[Items from a data source]
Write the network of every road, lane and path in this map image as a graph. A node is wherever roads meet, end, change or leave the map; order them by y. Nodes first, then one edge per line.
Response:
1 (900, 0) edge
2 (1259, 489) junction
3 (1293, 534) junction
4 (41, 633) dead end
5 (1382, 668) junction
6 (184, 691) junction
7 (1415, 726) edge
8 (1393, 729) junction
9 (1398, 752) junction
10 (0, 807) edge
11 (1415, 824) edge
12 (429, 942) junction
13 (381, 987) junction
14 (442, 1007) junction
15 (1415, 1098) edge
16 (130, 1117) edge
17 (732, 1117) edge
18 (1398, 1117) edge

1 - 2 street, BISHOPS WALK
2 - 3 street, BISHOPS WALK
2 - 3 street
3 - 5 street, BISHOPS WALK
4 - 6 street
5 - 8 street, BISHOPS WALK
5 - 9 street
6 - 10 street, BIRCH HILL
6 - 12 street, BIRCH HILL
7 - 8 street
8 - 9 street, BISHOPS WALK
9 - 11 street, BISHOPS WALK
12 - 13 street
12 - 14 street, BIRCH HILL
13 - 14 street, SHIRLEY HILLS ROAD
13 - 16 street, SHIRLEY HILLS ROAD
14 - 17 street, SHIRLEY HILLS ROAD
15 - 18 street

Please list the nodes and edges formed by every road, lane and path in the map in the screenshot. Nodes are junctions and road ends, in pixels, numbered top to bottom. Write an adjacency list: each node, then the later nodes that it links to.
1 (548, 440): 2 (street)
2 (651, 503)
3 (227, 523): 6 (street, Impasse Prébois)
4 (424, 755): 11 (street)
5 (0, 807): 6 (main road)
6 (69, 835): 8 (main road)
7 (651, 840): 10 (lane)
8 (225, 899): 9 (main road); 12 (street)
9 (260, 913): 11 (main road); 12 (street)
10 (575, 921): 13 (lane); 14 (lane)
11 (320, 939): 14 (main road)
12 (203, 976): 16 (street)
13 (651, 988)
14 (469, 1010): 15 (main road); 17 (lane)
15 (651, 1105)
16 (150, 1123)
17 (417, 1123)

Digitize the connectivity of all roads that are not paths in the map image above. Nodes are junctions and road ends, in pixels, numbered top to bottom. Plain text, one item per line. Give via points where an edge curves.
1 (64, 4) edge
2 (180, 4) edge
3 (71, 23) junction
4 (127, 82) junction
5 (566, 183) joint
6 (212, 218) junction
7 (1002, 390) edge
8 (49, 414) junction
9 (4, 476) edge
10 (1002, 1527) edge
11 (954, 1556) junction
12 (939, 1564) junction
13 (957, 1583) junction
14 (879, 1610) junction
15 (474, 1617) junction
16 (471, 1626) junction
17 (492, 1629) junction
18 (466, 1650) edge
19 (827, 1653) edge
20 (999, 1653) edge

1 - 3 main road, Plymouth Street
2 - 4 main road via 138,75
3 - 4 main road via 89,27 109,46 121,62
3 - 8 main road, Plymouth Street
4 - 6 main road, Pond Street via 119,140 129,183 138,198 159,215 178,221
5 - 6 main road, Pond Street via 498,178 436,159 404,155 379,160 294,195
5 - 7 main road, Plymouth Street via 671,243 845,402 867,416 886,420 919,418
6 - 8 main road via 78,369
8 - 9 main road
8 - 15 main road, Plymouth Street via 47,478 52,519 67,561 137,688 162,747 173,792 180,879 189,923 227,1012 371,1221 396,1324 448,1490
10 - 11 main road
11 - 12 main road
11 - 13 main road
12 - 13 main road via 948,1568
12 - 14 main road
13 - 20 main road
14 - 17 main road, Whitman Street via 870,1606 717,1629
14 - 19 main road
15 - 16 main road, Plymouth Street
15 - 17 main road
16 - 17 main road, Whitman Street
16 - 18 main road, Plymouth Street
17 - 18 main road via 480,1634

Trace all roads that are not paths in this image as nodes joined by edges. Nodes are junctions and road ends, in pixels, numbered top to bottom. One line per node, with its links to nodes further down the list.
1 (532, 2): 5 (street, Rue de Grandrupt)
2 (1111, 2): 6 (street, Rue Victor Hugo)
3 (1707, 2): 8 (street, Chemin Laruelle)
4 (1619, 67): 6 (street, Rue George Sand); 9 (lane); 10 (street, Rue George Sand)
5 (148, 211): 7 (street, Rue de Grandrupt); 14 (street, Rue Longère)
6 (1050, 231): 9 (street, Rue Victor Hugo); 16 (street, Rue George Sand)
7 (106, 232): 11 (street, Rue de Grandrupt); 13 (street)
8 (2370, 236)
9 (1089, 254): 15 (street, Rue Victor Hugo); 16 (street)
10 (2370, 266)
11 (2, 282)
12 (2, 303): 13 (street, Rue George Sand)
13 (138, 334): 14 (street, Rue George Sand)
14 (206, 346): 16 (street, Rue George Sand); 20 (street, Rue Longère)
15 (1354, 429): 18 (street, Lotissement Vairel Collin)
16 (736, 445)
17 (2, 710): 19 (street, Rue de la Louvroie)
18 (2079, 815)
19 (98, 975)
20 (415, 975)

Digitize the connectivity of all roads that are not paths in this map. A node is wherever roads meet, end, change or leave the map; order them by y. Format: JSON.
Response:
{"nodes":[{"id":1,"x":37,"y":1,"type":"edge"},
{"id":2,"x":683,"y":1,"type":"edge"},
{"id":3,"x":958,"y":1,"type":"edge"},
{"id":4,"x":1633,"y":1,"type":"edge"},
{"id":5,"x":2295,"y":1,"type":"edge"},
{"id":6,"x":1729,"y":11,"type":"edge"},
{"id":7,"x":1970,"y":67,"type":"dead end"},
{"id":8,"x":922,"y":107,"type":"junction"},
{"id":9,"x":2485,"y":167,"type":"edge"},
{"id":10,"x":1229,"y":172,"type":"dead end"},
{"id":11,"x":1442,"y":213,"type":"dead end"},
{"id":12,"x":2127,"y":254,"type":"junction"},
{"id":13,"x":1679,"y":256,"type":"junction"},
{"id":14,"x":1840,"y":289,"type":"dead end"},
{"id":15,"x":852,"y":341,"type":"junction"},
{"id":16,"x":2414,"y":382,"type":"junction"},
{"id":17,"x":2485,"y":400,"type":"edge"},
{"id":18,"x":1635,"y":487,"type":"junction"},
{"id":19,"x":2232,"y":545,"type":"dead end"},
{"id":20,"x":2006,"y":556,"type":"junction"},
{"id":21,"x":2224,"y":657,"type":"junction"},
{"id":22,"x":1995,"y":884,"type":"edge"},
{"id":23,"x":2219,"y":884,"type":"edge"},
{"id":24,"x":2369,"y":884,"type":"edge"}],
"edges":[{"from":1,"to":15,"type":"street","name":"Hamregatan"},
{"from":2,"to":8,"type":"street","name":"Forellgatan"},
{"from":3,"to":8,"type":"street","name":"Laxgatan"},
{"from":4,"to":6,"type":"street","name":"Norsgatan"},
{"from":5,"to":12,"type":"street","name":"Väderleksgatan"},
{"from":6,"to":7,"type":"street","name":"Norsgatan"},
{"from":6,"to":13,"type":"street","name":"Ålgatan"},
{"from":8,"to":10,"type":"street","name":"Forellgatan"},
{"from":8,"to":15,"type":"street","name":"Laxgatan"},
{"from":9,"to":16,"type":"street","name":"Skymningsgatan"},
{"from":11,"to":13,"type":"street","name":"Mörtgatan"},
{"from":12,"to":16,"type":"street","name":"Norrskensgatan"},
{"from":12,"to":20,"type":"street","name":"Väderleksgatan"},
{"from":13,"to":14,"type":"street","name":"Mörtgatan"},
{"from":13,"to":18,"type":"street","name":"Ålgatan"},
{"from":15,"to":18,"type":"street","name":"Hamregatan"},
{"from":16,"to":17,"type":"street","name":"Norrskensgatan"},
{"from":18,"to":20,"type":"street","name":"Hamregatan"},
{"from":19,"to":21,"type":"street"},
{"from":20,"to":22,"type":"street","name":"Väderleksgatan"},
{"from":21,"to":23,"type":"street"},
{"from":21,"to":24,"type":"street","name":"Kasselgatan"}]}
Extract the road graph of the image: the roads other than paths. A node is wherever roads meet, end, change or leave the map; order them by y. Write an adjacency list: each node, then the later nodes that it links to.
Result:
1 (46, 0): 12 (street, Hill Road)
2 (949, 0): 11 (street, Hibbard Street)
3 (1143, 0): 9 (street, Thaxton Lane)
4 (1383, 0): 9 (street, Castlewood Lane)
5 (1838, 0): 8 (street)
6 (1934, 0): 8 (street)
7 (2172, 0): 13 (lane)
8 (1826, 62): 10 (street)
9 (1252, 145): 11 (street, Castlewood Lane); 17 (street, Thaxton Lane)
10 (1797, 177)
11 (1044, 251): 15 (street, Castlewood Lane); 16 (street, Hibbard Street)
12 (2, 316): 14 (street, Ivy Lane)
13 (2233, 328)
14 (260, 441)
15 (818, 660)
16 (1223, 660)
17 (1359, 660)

Task goal: Pick from the records each line that contains the word "graph" and show it.

Output of the task:
Write the network of every road, lane and path in this map image as a graph. A node is wherever roads meet, end, change or leave the map; order them by y. Nodes first, then one edge per line.
Extract the road graph of the image: the roads other than paths. A node is wherever roads meet, end, change or leave the map; order them by y. Write an adjacency list: each node, then the later nodes that it links to.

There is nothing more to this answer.